Find the word "Avenue" in the records below. List each line containing it.

====

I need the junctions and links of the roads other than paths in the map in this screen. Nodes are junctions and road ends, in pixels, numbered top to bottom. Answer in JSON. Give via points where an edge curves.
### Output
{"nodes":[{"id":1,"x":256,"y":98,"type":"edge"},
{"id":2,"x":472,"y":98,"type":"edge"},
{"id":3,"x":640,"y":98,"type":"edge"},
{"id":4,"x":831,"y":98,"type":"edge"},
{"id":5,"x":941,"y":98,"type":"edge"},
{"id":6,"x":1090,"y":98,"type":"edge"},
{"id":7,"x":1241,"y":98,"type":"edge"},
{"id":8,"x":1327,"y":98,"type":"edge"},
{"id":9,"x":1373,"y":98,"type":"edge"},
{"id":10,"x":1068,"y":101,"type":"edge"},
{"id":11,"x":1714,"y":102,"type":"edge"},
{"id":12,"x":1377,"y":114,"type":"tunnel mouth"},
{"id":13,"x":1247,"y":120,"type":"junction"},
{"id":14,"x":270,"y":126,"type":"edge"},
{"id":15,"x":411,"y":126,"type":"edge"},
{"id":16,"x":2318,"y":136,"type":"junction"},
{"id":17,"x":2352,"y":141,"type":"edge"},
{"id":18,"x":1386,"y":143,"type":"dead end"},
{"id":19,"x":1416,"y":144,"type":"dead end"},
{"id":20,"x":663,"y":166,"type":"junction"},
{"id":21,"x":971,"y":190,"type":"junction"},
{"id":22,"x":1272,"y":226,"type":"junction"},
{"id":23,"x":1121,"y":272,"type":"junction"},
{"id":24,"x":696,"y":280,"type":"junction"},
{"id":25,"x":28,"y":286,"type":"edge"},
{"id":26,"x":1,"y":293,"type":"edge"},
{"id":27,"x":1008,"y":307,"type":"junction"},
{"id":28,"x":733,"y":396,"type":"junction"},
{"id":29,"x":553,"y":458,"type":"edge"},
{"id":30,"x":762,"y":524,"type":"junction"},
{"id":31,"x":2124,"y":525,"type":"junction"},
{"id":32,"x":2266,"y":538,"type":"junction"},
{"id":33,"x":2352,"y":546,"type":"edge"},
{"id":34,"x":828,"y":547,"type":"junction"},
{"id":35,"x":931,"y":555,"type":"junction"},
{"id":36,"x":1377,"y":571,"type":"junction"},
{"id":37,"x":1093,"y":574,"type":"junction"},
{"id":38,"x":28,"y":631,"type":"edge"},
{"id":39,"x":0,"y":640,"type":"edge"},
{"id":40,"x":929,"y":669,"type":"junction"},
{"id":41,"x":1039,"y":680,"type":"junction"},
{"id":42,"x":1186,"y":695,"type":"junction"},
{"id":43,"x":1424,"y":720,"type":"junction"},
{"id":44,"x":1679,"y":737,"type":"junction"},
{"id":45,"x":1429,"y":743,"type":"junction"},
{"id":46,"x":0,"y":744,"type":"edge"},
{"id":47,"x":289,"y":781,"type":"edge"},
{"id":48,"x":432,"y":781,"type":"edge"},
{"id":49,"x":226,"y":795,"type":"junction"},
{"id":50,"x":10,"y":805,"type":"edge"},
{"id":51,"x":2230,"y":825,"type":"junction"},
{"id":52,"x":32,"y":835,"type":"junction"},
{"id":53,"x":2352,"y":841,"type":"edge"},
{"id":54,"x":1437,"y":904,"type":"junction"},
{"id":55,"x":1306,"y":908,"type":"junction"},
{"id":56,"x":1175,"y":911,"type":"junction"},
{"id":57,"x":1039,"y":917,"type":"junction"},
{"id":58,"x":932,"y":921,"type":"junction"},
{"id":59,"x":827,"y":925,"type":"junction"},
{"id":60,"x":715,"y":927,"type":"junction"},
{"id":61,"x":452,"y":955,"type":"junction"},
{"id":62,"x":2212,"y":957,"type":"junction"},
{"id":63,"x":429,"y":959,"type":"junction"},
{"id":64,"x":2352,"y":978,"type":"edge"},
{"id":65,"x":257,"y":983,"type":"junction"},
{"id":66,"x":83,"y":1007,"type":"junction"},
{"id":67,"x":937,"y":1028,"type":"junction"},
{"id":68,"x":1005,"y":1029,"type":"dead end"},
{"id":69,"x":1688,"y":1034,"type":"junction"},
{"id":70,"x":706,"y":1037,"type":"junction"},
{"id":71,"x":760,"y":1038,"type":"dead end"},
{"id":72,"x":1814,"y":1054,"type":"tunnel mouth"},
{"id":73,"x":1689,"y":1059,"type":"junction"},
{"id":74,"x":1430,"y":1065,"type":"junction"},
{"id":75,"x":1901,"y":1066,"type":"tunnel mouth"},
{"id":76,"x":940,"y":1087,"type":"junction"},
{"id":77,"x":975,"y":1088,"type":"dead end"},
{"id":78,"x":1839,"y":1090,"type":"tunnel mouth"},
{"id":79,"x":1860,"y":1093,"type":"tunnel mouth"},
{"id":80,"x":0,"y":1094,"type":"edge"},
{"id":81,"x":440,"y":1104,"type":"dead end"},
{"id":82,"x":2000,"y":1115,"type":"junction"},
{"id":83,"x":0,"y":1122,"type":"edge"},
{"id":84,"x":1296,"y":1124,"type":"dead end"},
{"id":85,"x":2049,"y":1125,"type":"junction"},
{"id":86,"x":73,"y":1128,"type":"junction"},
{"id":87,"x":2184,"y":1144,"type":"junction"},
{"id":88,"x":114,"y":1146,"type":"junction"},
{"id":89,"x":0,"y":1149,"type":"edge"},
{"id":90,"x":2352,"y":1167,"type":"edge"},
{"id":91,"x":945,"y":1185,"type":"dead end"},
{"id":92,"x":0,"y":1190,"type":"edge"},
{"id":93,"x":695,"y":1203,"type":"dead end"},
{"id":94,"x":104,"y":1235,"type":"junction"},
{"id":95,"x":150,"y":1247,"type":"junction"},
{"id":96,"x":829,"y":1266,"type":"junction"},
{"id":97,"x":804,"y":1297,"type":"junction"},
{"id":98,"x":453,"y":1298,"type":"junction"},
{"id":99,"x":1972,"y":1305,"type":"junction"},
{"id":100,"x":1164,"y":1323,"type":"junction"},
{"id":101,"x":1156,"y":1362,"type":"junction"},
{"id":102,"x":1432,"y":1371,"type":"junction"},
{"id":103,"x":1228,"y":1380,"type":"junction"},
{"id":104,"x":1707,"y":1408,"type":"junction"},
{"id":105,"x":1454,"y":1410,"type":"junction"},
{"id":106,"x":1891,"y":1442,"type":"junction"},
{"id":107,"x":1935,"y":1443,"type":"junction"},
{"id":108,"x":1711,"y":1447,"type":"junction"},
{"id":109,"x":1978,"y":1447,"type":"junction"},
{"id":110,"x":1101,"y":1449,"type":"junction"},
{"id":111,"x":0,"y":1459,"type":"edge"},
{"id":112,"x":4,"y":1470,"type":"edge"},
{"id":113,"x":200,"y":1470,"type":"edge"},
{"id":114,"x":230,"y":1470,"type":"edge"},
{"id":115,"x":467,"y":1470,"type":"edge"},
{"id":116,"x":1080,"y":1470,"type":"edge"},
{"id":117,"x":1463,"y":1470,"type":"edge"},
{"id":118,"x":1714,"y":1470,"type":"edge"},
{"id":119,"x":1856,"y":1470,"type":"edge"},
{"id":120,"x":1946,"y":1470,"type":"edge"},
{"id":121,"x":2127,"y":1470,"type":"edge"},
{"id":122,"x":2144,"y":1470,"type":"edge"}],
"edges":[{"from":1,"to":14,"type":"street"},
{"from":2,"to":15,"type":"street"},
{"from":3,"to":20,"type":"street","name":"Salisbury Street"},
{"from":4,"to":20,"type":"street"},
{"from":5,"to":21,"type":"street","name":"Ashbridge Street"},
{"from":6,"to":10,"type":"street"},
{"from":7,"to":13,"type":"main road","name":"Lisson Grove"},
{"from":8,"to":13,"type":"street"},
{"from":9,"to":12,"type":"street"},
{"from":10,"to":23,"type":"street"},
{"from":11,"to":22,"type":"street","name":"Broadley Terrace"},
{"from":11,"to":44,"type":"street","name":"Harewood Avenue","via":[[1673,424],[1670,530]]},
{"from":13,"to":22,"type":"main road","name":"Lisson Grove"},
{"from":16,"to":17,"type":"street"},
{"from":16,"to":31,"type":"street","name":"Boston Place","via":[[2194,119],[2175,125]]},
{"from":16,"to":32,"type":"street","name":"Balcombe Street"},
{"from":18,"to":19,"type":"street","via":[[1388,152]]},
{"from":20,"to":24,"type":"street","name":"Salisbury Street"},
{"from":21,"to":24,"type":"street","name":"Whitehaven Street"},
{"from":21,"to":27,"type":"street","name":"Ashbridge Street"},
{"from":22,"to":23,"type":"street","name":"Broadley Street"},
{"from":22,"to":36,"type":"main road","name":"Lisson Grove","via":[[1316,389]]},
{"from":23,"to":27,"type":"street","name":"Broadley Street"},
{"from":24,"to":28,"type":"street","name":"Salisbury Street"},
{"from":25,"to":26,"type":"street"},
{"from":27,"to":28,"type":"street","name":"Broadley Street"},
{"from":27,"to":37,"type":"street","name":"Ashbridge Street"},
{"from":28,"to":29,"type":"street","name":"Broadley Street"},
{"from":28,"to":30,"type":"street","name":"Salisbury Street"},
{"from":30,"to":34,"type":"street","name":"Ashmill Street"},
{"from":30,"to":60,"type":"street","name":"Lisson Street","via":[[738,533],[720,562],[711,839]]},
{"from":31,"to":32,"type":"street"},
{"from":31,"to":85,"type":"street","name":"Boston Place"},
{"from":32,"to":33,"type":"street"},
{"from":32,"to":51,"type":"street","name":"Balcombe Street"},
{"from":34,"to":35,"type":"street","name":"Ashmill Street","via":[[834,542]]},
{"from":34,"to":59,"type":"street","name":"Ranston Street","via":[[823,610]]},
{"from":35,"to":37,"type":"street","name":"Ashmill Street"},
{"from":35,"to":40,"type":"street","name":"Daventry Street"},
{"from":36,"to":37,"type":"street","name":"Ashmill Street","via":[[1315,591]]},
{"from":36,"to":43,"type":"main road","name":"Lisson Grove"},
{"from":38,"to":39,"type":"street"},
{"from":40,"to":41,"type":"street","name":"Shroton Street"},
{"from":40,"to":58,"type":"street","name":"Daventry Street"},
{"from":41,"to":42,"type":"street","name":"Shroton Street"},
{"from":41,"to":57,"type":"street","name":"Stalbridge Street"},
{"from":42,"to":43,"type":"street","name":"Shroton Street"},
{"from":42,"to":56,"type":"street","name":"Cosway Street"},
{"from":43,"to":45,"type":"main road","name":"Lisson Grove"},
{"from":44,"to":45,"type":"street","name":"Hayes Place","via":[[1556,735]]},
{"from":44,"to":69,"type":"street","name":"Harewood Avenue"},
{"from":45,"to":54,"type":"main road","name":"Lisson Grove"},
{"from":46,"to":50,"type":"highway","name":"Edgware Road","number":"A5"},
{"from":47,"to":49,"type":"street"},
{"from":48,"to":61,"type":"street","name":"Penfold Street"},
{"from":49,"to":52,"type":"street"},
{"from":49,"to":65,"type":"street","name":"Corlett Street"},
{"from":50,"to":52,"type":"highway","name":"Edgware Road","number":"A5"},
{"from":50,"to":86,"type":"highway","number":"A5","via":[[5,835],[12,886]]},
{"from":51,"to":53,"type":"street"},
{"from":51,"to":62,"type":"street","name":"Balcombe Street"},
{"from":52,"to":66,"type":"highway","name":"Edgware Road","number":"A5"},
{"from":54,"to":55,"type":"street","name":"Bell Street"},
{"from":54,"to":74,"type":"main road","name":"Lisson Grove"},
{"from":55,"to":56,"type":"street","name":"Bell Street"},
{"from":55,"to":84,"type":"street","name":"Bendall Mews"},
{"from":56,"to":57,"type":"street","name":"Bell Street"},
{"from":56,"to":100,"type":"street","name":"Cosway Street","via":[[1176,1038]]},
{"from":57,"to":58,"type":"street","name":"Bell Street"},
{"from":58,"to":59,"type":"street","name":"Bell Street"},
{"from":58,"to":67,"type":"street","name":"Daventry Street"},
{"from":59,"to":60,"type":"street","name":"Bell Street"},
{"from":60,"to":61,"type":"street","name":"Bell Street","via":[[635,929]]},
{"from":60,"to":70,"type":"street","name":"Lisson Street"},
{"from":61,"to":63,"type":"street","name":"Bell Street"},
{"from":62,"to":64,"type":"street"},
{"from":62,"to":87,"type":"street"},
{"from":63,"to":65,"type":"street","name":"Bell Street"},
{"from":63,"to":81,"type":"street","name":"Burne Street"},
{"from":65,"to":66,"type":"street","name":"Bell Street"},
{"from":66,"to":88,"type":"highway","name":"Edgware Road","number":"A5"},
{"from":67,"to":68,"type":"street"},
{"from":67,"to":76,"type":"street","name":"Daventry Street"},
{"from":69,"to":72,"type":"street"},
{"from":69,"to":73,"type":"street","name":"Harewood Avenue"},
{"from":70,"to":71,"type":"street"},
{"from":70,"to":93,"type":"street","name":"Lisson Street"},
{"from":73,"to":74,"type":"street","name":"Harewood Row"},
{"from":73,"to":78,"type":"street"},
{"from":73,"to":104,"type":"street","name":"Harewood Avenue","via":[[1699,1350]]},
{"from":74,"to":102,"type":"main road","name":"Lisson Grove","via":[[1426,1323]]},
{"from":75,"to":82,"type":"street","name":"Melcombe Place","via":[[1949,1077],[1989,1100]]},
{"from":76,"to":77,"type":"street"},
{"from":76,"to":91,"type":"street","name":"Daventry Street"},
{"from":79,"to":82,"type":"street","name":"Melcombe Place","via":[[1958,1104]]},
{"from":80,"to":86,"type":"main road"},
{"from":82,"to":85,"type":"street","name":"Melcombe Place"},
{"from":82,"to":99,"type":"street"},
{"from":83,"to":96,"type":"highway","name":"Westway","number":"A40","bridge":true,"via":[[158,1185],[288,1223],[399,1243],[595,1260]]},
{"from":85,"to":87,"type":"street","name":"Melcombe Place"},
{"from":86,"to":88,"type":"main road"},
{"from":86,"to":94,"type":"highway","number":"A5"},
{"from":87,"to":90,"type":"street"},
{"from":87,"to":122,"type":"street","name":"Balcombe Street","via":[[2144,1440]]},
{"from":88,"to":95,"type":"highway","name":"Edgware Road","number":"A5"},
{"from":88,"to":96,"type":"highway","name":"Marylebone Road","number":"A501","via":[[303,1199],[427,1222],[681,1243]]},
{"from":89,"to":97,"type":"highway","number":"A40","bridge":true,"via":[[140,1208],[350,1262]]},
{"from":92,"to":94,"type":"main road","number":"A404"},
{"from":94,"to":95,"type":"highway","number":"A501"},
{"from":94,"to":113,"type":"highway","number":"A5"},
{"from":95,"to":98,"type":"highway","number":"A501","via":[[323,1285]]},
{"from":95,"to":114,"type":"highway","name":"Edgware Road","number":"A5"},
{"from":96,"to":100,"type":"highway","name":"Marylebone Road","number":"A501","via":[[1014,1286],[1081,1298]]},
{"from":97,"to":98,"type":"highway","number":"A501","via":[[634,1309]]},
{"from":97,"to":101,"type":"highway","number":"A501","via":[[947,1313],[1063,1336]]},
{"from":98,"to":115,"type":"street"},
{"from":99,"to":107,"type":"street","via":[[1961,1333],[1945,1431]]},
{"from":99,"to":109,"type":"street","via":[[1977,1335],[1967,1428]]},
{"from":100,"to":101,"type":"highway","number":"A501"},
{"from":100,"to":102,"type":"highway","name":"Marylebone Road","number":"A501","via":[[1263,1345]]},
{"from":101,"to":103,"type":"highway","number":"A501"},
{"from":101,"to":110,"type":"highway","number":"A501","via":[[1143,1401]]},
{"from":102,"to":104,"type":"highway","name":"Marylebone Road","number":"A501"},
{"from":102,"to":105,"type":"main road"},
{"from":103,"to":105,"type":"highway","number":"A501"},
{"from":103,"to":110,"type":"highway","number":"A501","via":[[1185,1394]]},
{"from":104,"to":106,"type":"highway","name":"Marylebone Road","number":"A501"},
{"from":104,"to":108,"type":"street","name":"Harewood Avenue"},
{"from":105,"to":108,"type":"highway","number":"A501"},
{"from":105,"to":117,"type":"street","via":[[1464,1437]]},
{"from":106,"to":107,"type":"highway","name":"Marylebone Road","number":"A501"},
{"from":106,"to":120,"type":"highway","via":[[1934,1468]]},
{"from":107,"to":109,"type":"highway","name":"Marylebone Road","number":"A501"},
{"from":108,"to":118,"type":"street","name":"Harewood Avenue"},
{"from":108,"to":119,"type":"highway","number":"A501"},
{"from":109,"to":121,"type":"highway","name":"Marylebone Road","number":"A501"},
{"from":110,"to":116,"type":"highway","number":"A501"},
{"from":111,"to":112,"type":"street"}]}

====

ANSWER TO THE EXERCISE:
{"from":11,"to":44,"type":"street","name":"Harewood Avenue","via":[[1673,424],[1670,530]]},
{"from":44,"to":69,"type":"street","name":"Harewood Avenue"},
{"from":69,"to":73,"type":"street","name":"Harewood Avenue"},
{"from":73,"to":104,"type":"street","name":"Harewood Avenue","via":[[1699,1350]]},
{"from":104,"to":108,"type":"street","name":"Harewood Avenue"},
{"from":108,"to":118,"type":"street","name":"Harewood Avenue"},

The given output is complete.